** Opening Records block **
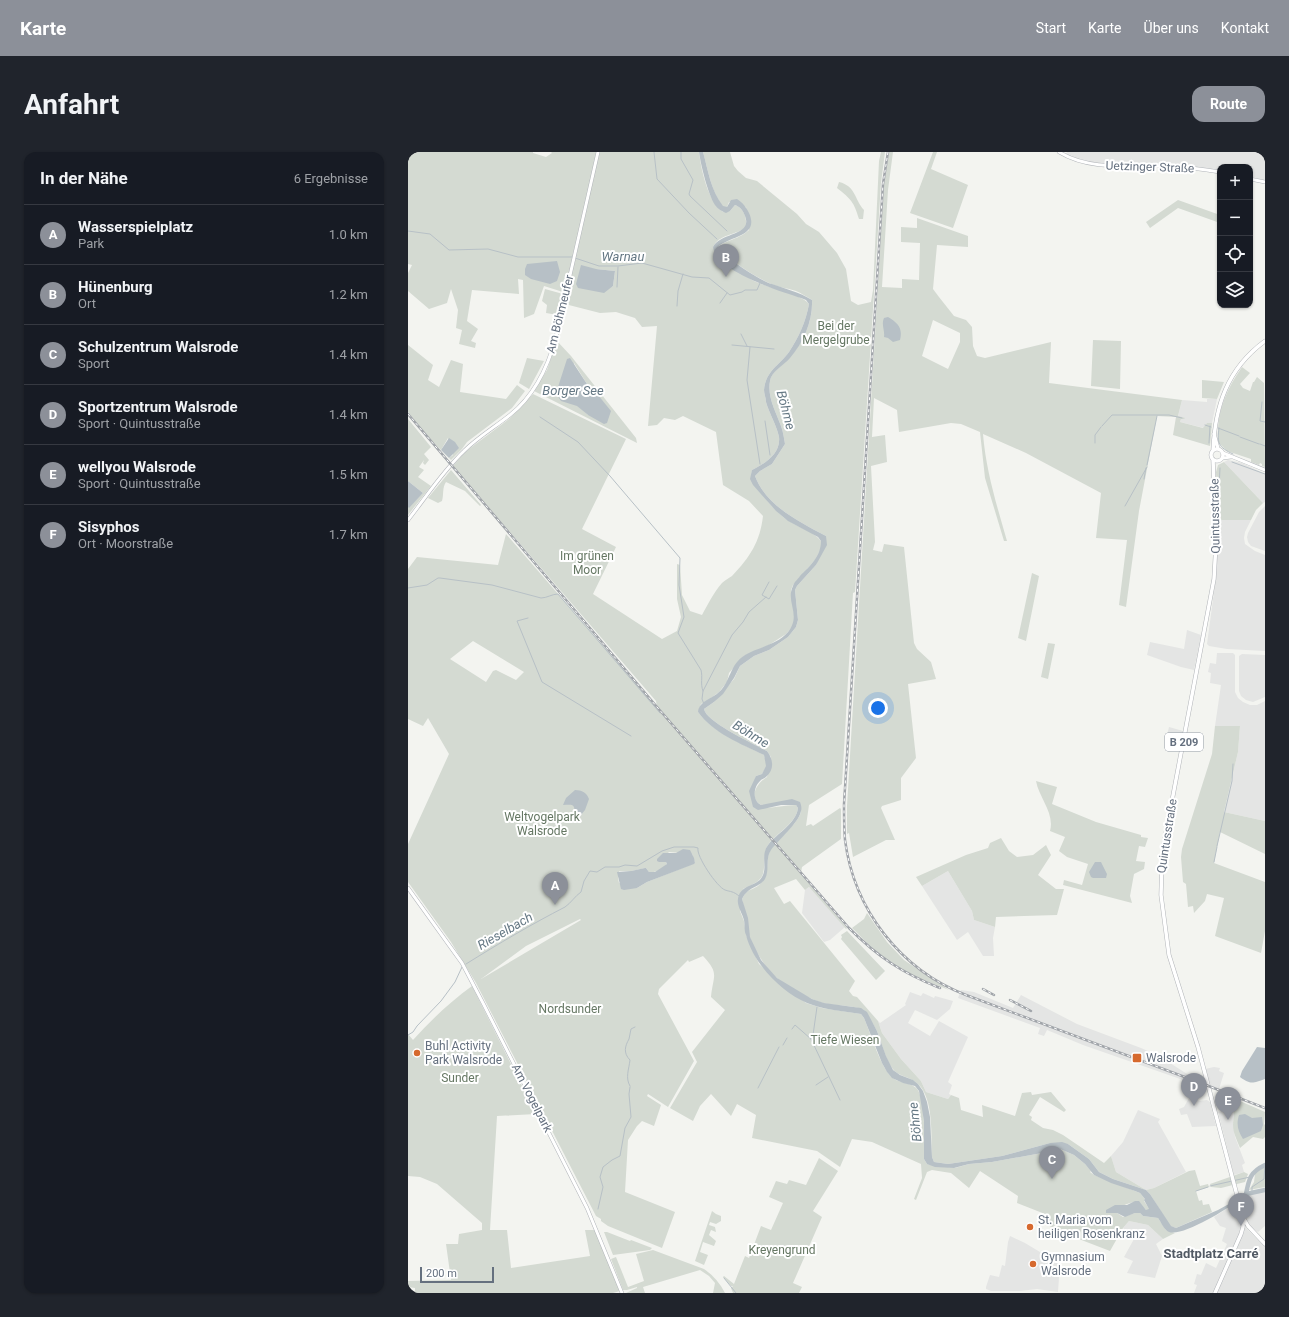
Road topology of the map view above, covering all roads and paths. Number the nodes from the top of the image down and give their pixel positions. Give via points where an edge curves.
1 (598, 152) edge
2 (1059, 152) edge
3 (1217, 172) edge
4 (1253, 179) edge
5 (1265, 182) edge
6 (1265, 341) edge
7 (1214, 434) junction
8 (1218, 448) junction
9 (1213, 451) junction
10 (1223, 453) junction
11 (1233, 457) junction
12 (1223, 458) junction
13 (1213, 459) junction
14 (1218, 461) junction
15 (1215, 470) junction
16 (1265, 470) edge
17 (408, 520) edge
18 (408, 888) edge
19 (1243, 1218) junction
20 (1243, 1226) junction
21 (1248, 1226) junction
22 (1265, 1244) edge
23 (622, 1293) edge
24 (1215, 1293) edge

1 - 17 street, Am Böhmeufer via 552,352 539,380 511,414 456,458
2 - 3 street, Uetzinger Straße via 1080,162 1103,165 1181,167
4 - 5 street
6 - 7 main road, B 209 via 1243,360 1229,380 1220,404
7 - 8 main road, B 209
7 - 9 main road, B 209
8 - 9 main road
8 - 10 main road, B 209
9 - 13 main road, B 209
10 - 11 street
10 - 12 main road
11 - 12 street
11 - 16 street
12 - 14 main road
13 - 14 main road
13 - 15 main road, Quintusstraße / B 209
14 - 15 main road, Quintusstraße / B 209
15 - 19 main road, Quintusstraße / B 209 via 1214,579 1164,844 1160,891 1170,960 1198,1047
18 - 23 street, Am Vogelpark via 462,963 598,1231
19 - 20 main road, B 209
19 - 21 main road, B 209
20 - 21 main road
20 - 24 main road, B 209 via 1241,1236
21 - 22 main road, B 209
** Closing Records block **
** Opening Records block **
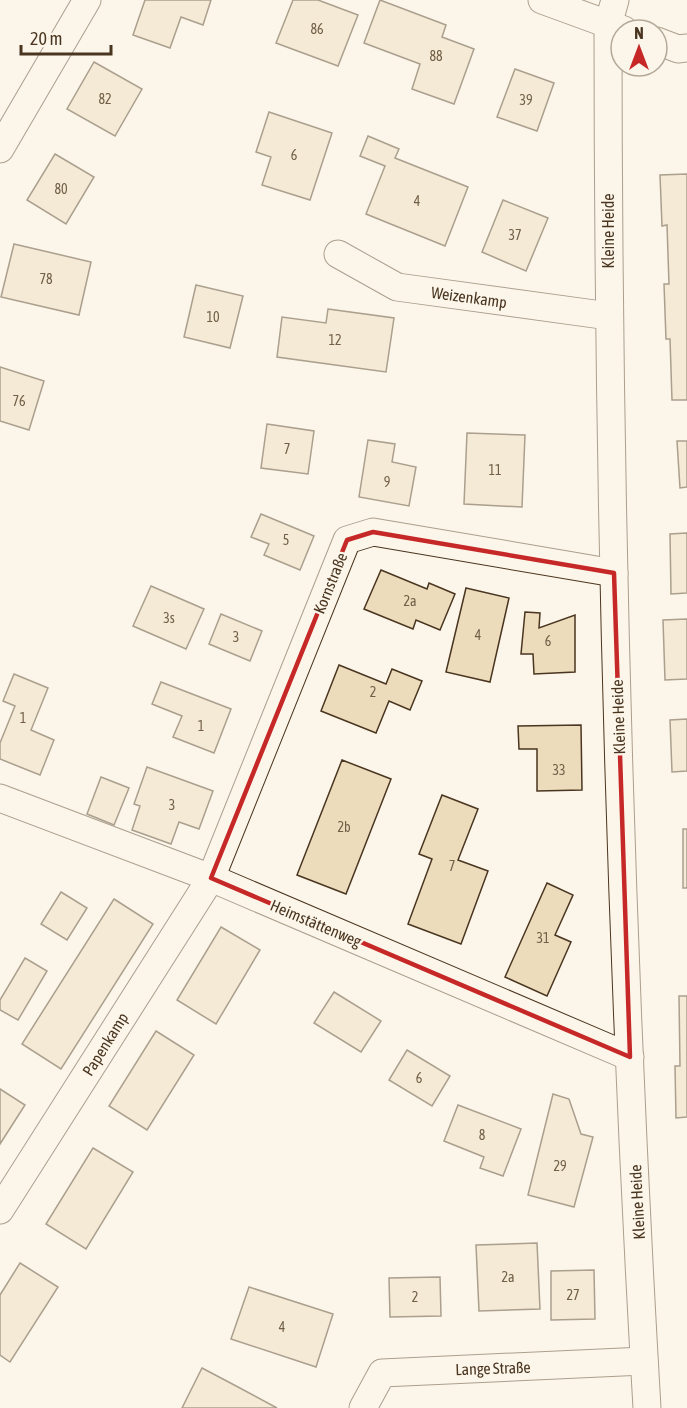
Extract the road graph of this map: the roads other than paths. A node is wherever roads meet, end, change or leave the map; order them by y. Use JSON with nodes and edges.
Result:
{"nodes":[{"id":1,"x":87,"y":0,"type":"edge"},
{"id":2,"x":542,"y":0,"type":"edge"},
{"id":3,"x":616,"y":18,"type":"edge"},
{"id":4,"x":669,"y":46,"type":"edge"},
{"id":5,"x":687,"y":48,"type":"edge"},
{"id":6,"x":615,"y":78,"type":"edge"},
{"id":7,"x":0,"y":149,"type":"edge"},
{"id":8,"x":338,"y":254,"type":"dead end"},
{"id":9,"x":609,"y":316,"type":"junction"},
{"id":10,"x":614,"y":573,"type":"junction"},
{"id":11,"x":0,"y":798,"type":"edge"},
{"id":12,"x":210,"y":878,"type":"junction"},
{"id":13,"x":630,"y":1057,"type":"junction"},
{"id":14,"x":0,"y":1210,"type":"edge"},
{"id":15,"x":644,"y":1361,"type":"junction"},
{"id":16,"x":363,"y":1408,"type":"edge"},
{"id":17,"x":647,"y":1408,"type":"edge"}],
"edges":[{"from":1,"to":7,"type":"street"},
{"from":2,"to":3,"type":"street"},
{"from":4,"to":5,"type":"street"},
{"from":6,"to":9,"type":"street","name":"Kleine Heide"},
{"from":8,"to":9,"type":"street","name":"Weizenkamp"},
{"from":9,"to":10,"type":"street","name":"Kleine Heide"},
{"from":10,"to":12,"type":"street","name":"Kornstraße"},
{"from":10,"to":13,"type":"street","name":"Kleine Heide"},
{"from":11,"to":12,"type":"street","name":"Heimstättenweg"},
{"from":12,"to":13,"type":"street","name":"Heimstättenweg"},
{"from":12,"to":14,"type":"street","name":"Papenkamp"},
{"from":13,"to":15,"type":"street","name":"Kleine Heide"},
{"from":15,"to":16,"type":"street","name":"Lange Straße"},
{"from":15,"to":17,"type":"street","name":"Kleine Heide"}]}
** Closing Records block **
**What is expected**
Your answer should be every line above that contains the word "Quintusstraße".

**Result of this task**
13 - 15 main road, Quintusstraße / B 209
14 - 15 main road, Quintusstraße / B 209
15 - 19 main road, Quintusstraße / B 209 via 1214,579 1164,844 1160,891 1170,960 1198,1047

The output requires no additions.